An overwhelming perfume of honey and spice, a cacophony of soothing high notes weaving together with an unexpected pop under beat, and a lot of fur. White walls and cement floors warmed by bright track lighting and people. Sleek black and silver stilettos were the feminine shoe of choice while nicely cleaned maroon suede loafers were the masculine. This was the opening of Out of Kuwait, an exhibition hosted by the gallery Edge of Arabia and the British Council.
Walking into this exhibition I was struck by the meticulous beauty of both the audience and the art. The works displayed a sense of craftsmanship, leaving no detail unattended. There was film, etchings, photographs, sculptures and interactive art. The artists were there, and there were many cameramen walking around capturing all of the conversations and exchanges buzzing about. The entire event felt social. The art spoke about the social issues of Kuwait, and the way these issues absorbed also the political, the economical, the everyday. Everything had an underlying desire to say something about the people. I felt like I was looking at the portrait of country not just by the art, but by the entire event itself.
As an outside who knows very little about Kuwait, I felt welcomed by the whole scene, but also overwhelmed. The visual sensation was incredible. Nothing was understated, simple, or one-dimensional. Every work glittered with multiple meanings and interpretations.
When I turned the back corner of the gallery space I came across an opening in the wall, a dark entrance into a black box space. I walked in to a rhythmic pushing and pulling of what looked like hemp on a loom. I slowly began to pick out of the darkness all the people in the room, hooked on moving images in front of us. There were at least forty people in this intimate space. Some were on the floor, others in proper chairs, others standing along the walls. I was just able to wedge myself in the back standing crowd to get a view of the film. From visions of the ground, and feet we were brought to see camels, backlit by the sun. We were then introduced to workman. These workmen were constructing a boat; we saw the tools they used, the way the tool worked, the holes they created, and the hands that used them. We were forced to appreciate not the thing that they were creating, but how they were creating it. We saw how the pressure from the palm of the workman propelled the string to pull tight this accelerating the metal pole that it was wrapped around. On the end of this pole was a sharp edge which drove through the wood to create holes. The camera zoomed in, giving us angles of the process of boat construction we could never see unless we were one of those workmen ourselves. I couldn’t help but think about how this handy work, literally work from hands, was creating a massive ship that I always thought of as created from machines.

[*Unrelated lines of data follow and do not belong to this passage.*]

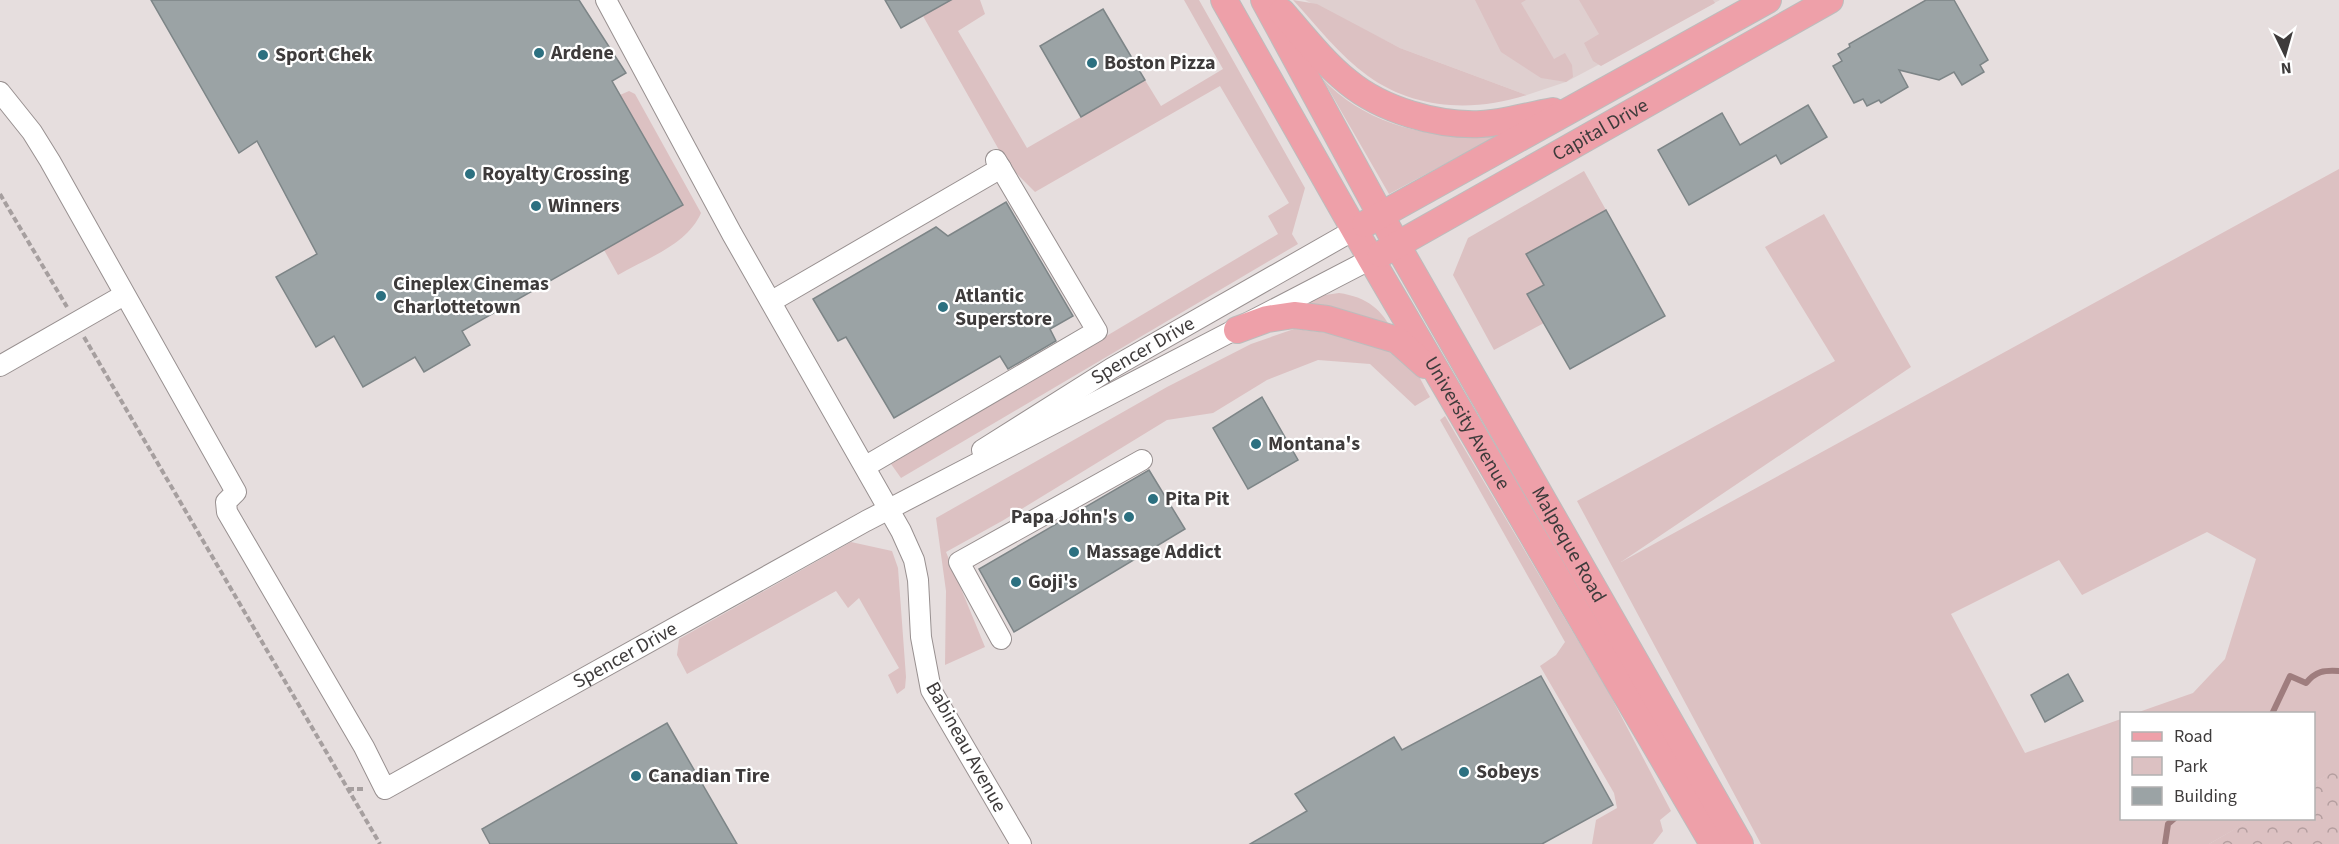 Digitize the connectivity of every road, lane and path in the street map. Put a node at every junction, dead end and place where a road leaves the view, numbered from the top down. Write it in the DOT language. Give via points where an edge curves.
graph roads {
  1 [pos="606,0"];
  2 [pos="1224,0"];
  3 [pos="1264,0"];
  4 [pos="1272,0"];
  5 [pos="1768,0"];
  6 [pos="1830,0"];
  7 [pos="0,92"];
  8 [pos="1576,106"];
  9 [pos="0,194"];
  10 [pos="1380,215"];
  11 [pos="1354,230"];
  12 [pos="1397,245"];
  13 [pos="1371,259"];
  14 [pos="124,295"];
  15 [pos="772,301"];
  16 [pos="76,322"];
  17 [pos="1237,330"];
  18 [pos="0,366"];
  19 [pos="1475,435"];
  20 [pos="1143,460"];
  21 [pos="866,466"];
  22 [pos="913,497"];
  23 [pos="890,509"];
  24 [pos="1001,639"];
  25 [pos="380,844"];
  26 [pos="1021,844"];
  27 [pos="1713,844"];
  28 [pos="1740,844"];
  1 -- 15 [label="street, Babineau Avenue"];
  2 -- 11 [label="main road, University Avenue"];
  3 -- 10 [label="main road"];
  4 -- 8 [label="main road" via="1349,83 1383,103 1443,122 1483,124"];
  5 -- 8 [label="main road, Capital Drive"];
  6 -- 12 [label="main road, Capital Drive"];
  7 -- 14 [label="street" via="50,161"];
  8 -- 10 [label="main road, Capital Drive"];
  9 -- 16 [label="path"];
  10 -- 11 [label="main road, Spencer Drive"];
  10 -- 12 [label="main road"];
  11 -- 13 [label="main road, University Avenue"];
  11 -- 22 [label="street, Spencer Drive" via="1112,368 1006,433"];
  12 -- 13 [label="main road, Capital Drive"];
  12 -- 28 [label="main road, Malpeque Road"];
  13 -- 17 [label="street, Spencer Drive"];
  13 -- 19 [label="main road, University Avenue"];
  14 -- 16 [label="street"];
  14 -- 23 [label="street, Spencer Drive" via="236,492 226,502 227,512 385,789"];
  15 -- 21 [label="street, Babineau Avenue"];
  15 -- 21 [label="street" via="998,164 1097,331"];
  16 -- 18 [label="street"];
  16 -- 25 [label="path"];
  17 -- 19 [label="main road" via="1267,319 1294,315 1327,319 1397,340 1435,376"];
  17 -- 22 [label="street, Spencer Drive"];
  19 -- 27 [label="main road, University Avenue"];
  20 -- 24 [label="street" via="959,562"];
  21 -- 23 [label="street, Babineau Avenue"];
  22 -- 23 [label="street, Spencer Drive"];
  23 -- 26 [label="street, Babineau Avenue" via="914,560 921,637 931,690"];
}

I then started to think about the difference between two seemingly synonymous terms: international and global. Why? Well, how is it that I can look at this process of building a ship that represents contemporary construction methods in Kuwait while standing in a gallery in London thinking about how it compares to the method of construction of a similar ship in America? The other thirty nine people in that room, what were they comparing it too? Everyone in that room was international, and the fact that we each had our own comparison points to this film made the films interpretation become global. It is as if international refers to a descriptor of a situation, while global refers to a consequence, or byproduct of gathering international things. When something is global, it takes on a new identity where it kind of looses itself in order to become a point of duality, a comparative way of thinking. We are in a global world maybe because each of us has the ability to see things in dualities, not just singular or linear ways. We can now see things foreign to us and immediately call up images or things from our own culture as comparison points.

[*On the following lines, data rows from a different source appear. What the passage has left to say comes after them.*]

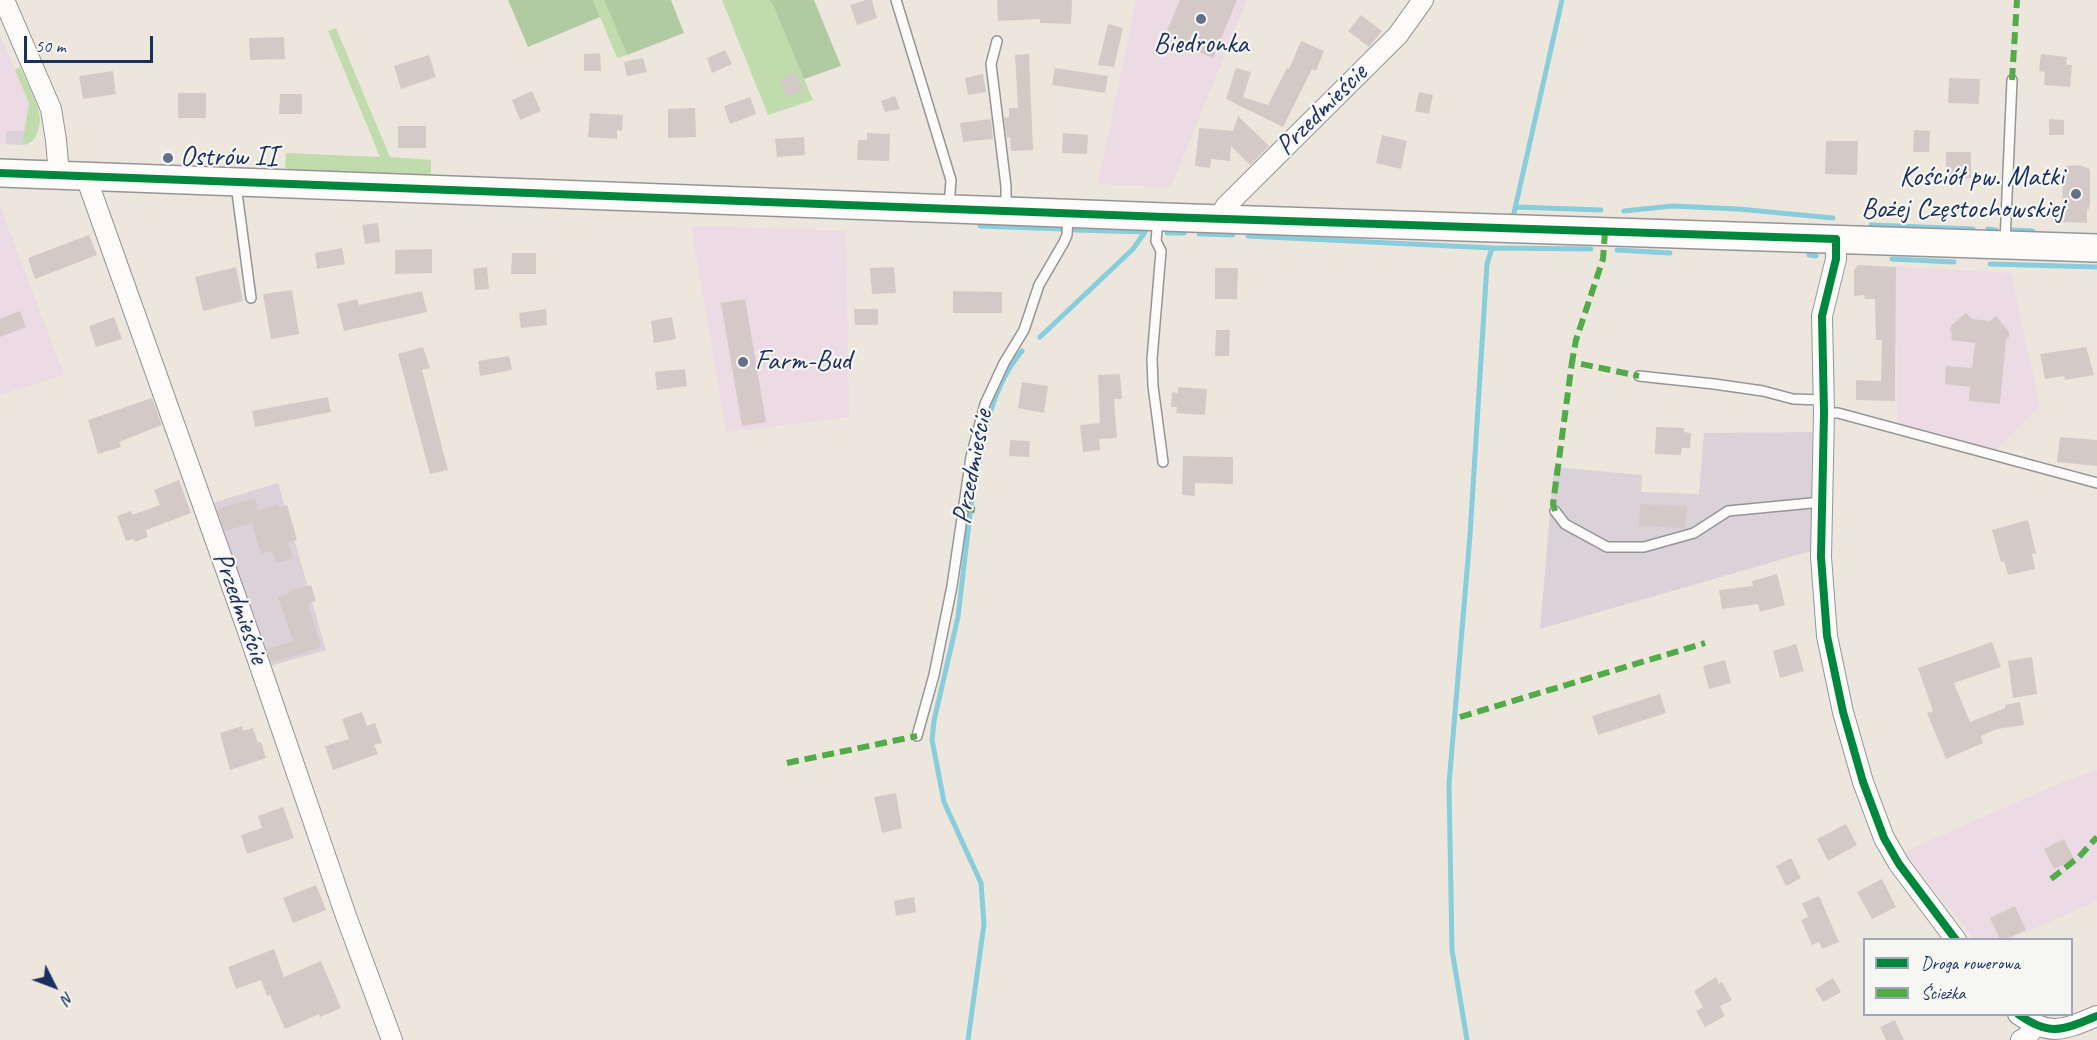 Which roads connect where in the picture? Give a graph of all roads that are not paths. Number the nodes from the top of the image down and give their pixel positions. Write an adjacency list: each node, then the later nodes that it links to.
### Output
1 (4, 0): 7 (street)
2 (896, 0): 10 (lane)
3 (1423, 0): 14 (street, Przedmieście)
4 (997, 41): 11 (lane)
5 (2012, 80): 16 (lane)
6 (0, 173): 7 (main road)
7 (59, 176): 8 (main road)
8 (86, 177): 9 (main road); 30 (street, Przedmieście)
9 (236, 182): 10 (main road); 18 (lane)
10 (949, 209): 11 (main road)
11 (1006, 211): 12 (main road)
12 (1068, 213): 13 (main road); 25 (lane, Przedmieście)
13 (1158, 216): 14 (main road); 21 (lane)
14 (1218, 219): 15 (main road)
15 (1836, 240): 16 (main road); 20 (street)
16 (2005, 245): 17 (main road)
17 (2097, 248)
18 (251, 298)
19 (1639, 376): 20 (lane)
20 (1824, 406): 22 (lane); 23 (street)
21 (1163, 462)
22 (2097, 483)
23 (1822, 502): 24 (lane); 26 (street)
24 (1555, 511)
25 (917, 736)
26 (1955, 938)
27 (2021, 1016): 29 (street)
28 (2097, 1016): 29 (street)
29 (2035, 1026): 31 (street)
30 (392, 1040)
31 (2021, 1040)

What does this mean? When I watched the men use their hands to build a ship I thought that if a mechanized way exists to create these ships, then these men are not using the most up to date technology, they are behind, they are underdeveloped. But is that really the case? Are their methods contemporary in the timeline of development for their culture and place? Or is it by choice they do not use machines? Is it a political issue? Economic? As I pondered this I also wondered: in a global world how does one really set a “standard” for adequate development? It is a beautiful thing to be able to learn about other ways of doing things that are totally foreign to oneself yet that means these things get compared to things that may not be on the same playing field. Does thinking globally mean we are comparing apples to oranges and potentially criticizing the orange for not being crunchy like the apple, when really we shouldn’t because the orange is a totally different fruit? Before globalization and fast information exchange, someone in America could never know really how Kuwait built ships. So, they could not pass judgment on it. Today, one can do both: know and judge. The question now becomes: how can international people learn and develop a truly universal set of development standards so that the global experience they have is not prejudiced or bias, and stripping of original cultures merit? But, by not representing our own viewpoints out of fear of bias how do we share new ways of thinking with people? Should all we ever do is look and appreciate others and not attempt to engage? That sounds quite odd to me. How then can one actually communicate in a global world?